In this article, I will explain how to use Delve to trace your Go programs and how Delve leverages eBPF under the hood to maximize efficiency and speed. The goal of Delve is to provide developers with a pleasant and efficient Go debugging experience. In that vein, this article focuses on how we optimized the function tracing subsystem so you can inspect your programs and get to root-cause analysis quicker. Delve has two different backends for its tracing implementation, one is ptrace based, while the other uses eBPF. If you’re unfamiliar with any of these terms, don’t worry, I will explain along the way.
What is program tracing?
Tracing is a technique that allows a developer to see what the program is doing during execution. As opposed to typical debugging techniques, this method does not require direct user interaction. One of the most well-known tracing tools is strace, which allows developers to see which system calls their program during execution.
While the aforementioned strace tool is useful for gaining insight into system calls, the Delve trace command allows you to gain insight into what is happening in "userspace" within your Go programs. This Delve trace technique allows you to trace arbitrary functions in your program in order to see the inputs and outputs of those functions. Additionally, you can also use this tool to gain insight into the control flow of your program without the overhead of an interactive debugging session as it will also display with Goroutine is executing the function. For highly concurrent programs this can be a quicker way to gain insights into your programs execution without starting a full interactive debugging session.
How to trace Go programs with Delve
Delve allows you to trace your Go programs by invoking the dlv trace
subcommand. The subcommand accepts a regular expression and will execute your program, setting a tracepoint on each function that matches the regular expression and displaying the results in real time.
The following program is an example:
package main
import "fmt"
func foo(x, y int) (z int) {
fmt.Printf("x=%d, y=%d, z=%d\n", x, y, z)
z = x + y
return
}
func main() {
x := 99
y := x * x
z := foo(x, y)
fmt.Printf("z=%d\n", z)
}
Tracing this program will give you the following output:
$ dlv trace foo
> goroutine(1): main.foo(99, 9801)
x=99, y=9801, z=0
>> goroutine(1): => (9900)
z=9900
Process 583475 has exited with status 0
As you can see, we supplied foo
as the regexp, which in this case, matched the function of the same name in the main package. The output prefixed with >
denotes the function being called and shows the arguments the function was called by, while the output prefixed with >>
denotes the return from the function and the return value associated with it. All input and output lines are prefixed with the Goroutine executing at the time.
By default, the dlv trace
command uses the ptrace based backend, however adding the --ebpf
flag will enable the experimental eBPF based backend. Using the previous example, if we were to invoke the trace subcommand like the following:
$ dlv trace –ebpf foo
We would receive similar output. However, what happens behind the scenes is much different and significantly more efficient.

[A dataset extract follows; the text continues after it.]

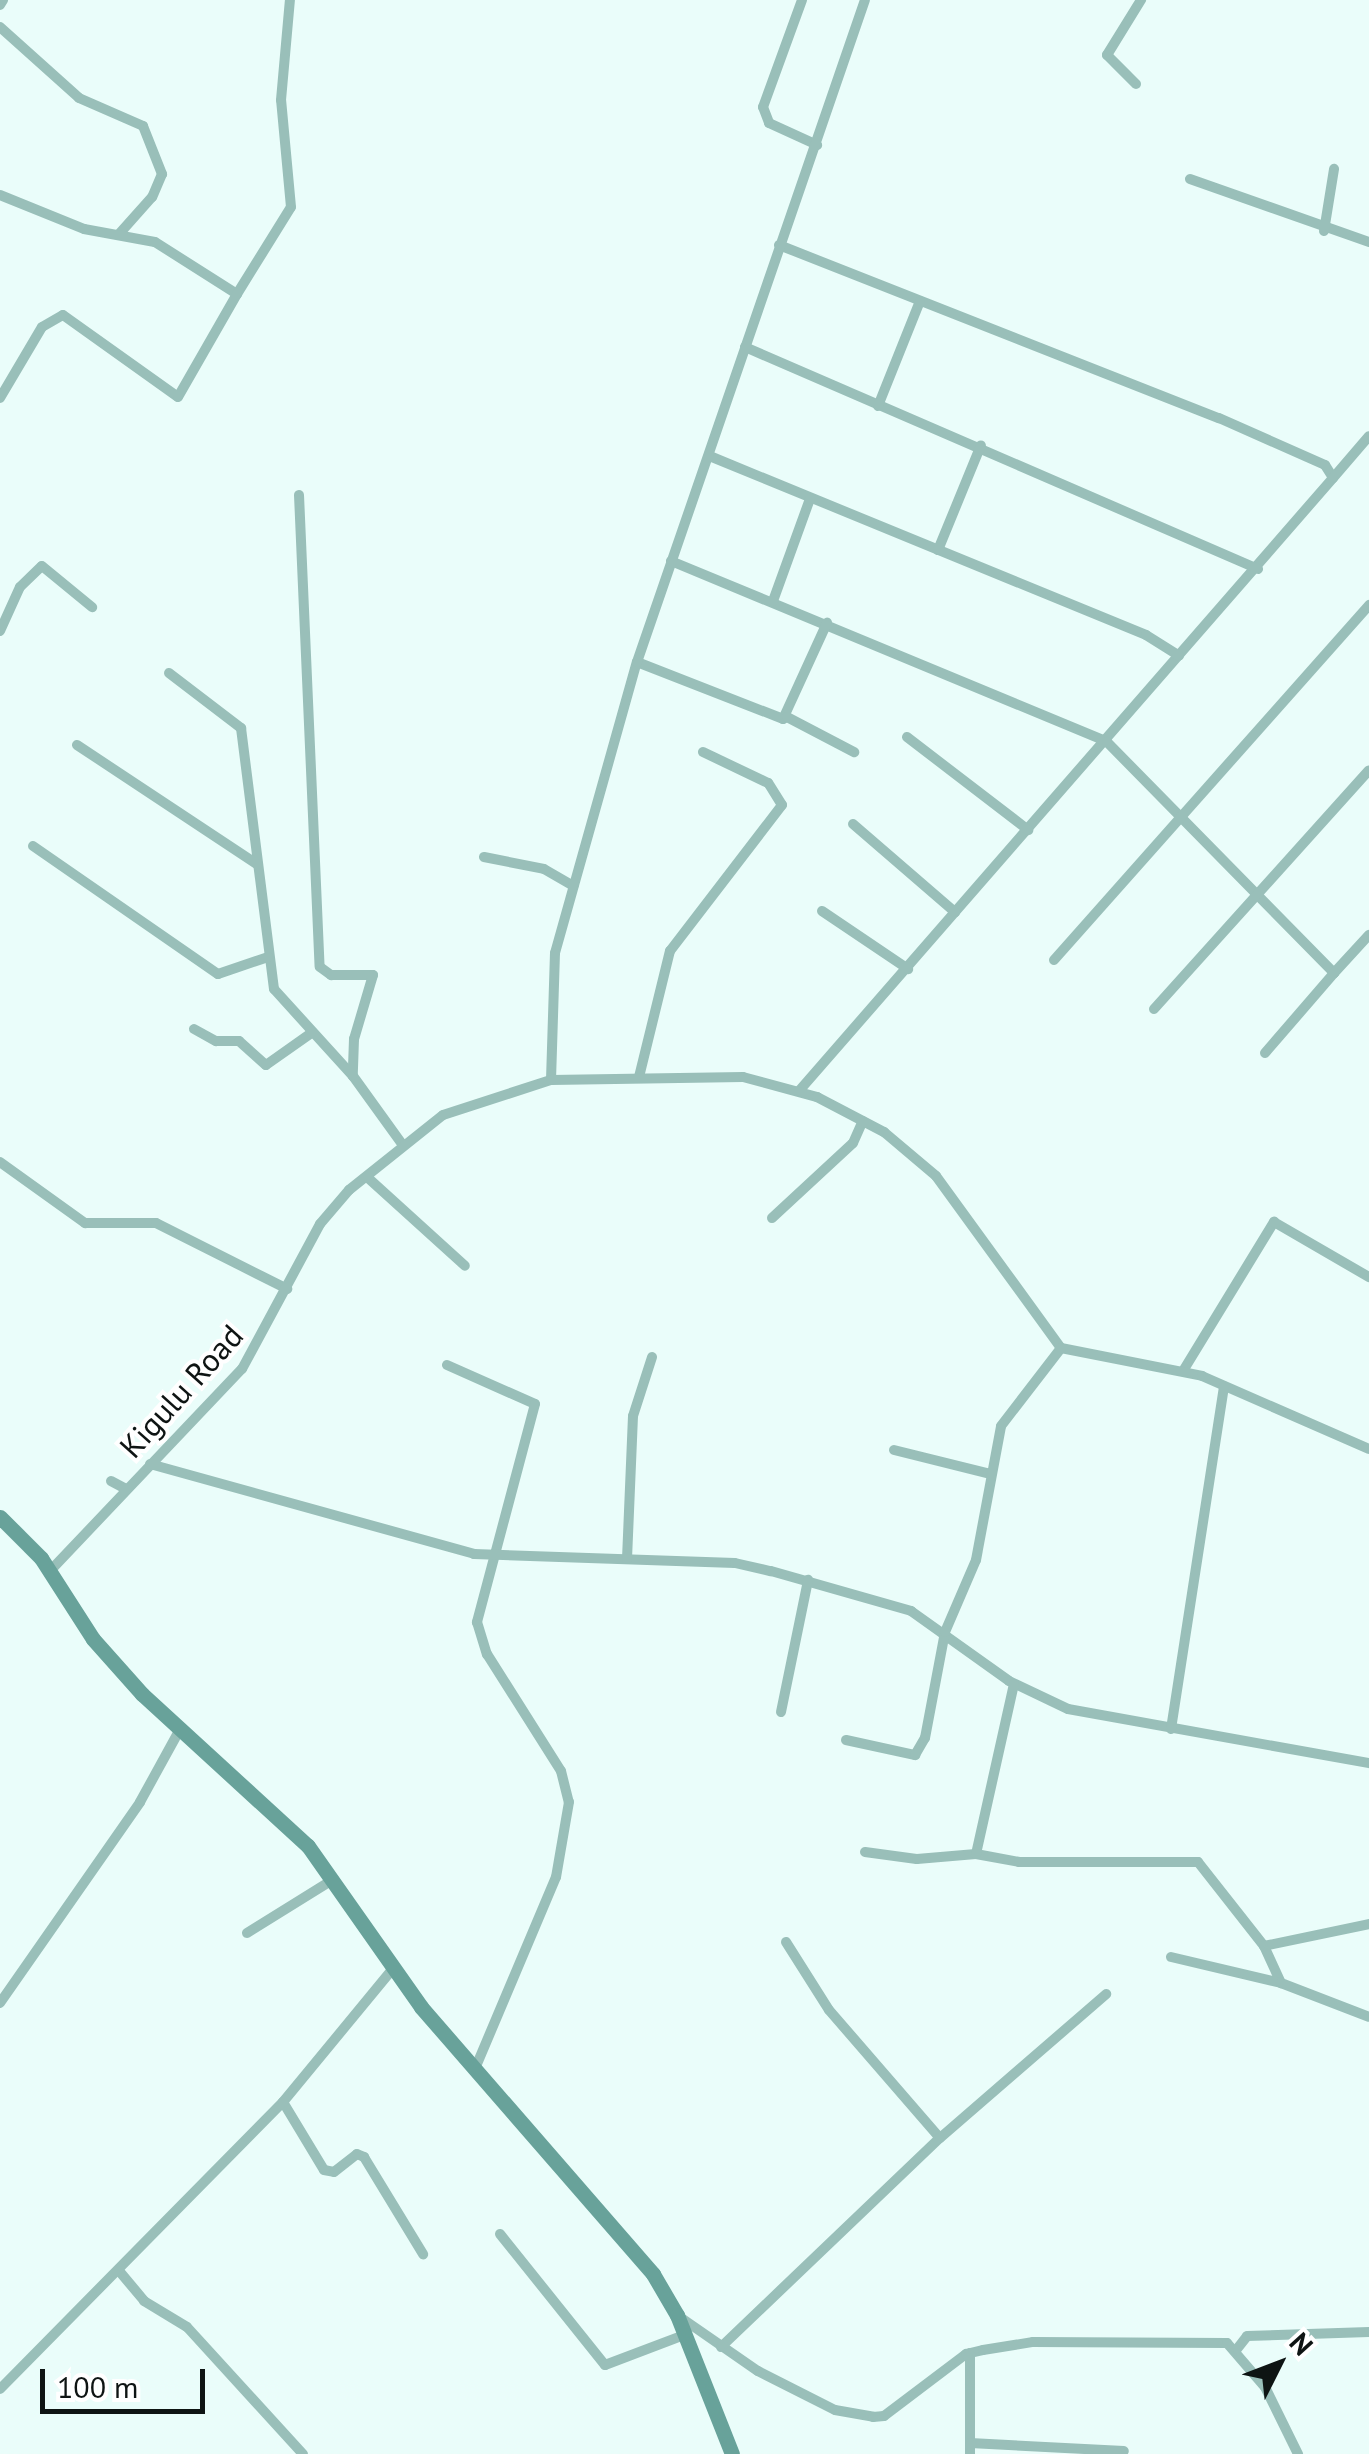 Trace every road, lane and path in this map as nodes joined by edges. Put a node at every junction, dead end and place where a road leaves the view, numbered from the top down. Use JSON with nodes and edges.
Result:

The inefficiencies of ptrace
By default, Delve will use the ptrace syscall in order to implement the tracing feature. The ptrace is a syscall that allows programs to observe and manipulate other programs on the same machine. In fact, on Unix systems, Delve uses this ptrace functionality to implement many low-level functionalities provided by the debugger, such as reading/writing memory, controlling execution, and more.
While ptrace is a useful and powerful mechanism, it suffers from inherent inefficiencies. First, the fact that ptrace is a syscall means that we must cross the user space/kernel space boundary, which adds overhead every time the function is used. This is compounded by the number of times we have to invoke ptrace in order to achieve the desired results. Considering the previous example, the following is a rough outline of the tracing implementation steps using ptrace:
- Start the program and attach the debugger using `ptrace(PT_ATTACH)`.
- Set a breakpoint at each function which matches the provided regular expression, using `ptrace` to insert the breakpoint instruction into the traced processes executable memory.
- Additionally, set breakpoint at each return instruction for that function.
- Continue the program, again using `ptrace(PT_CONT)`.
- Hit breakpoint at function entry, and read function arguments. This step can involve many ptrace calls as we read CPU registers, memory on the stack and memory in the heap if we must dereference a pointer.
- Continue the program again using `ptrace(PT_CONT)`.
- Hit breakpoint at function return, going through the same aforementioned process to read variables potentially involving many more calls to `ptrace` to read registers and memory.
- Continue the program again using `ptrace(PT_CONT)`.
- Repeat until the program ends.
Obviously, the more arguments and return values the function has, the more expensive every stop becomes. All the time the debugger spends making these `ptrace` syscalls, the program we are tracing is paused and not executing any instructions. From the users’ perspective, this makes the program run significantly slower than it otherwise would. Now, for development and debugging, maybe this isn’t such a big deal, but time is precious, and we should endeavor to do things as quickly as possible. The quicker your program runs while tracing, the quicker you can get to the root cause of the issue you’re trying to debug.
Now, the question becomes, how can we make this better? In the next section, we discuss the new eBPF based backend and how it improves upon this approach.
How eBPF is faster than ptrace
One of the biggest speed and efficiency improvements we can make is to avoid a lot of the syscall overhead altogether. This is where eBPF comes into play because instead of setting breakpoints on each function, we can instead set uprobes on function entry and exit and attach small eBPF programs to them. Delve uses the Cilium eBPF Go library to load and interact with the eBPF programs.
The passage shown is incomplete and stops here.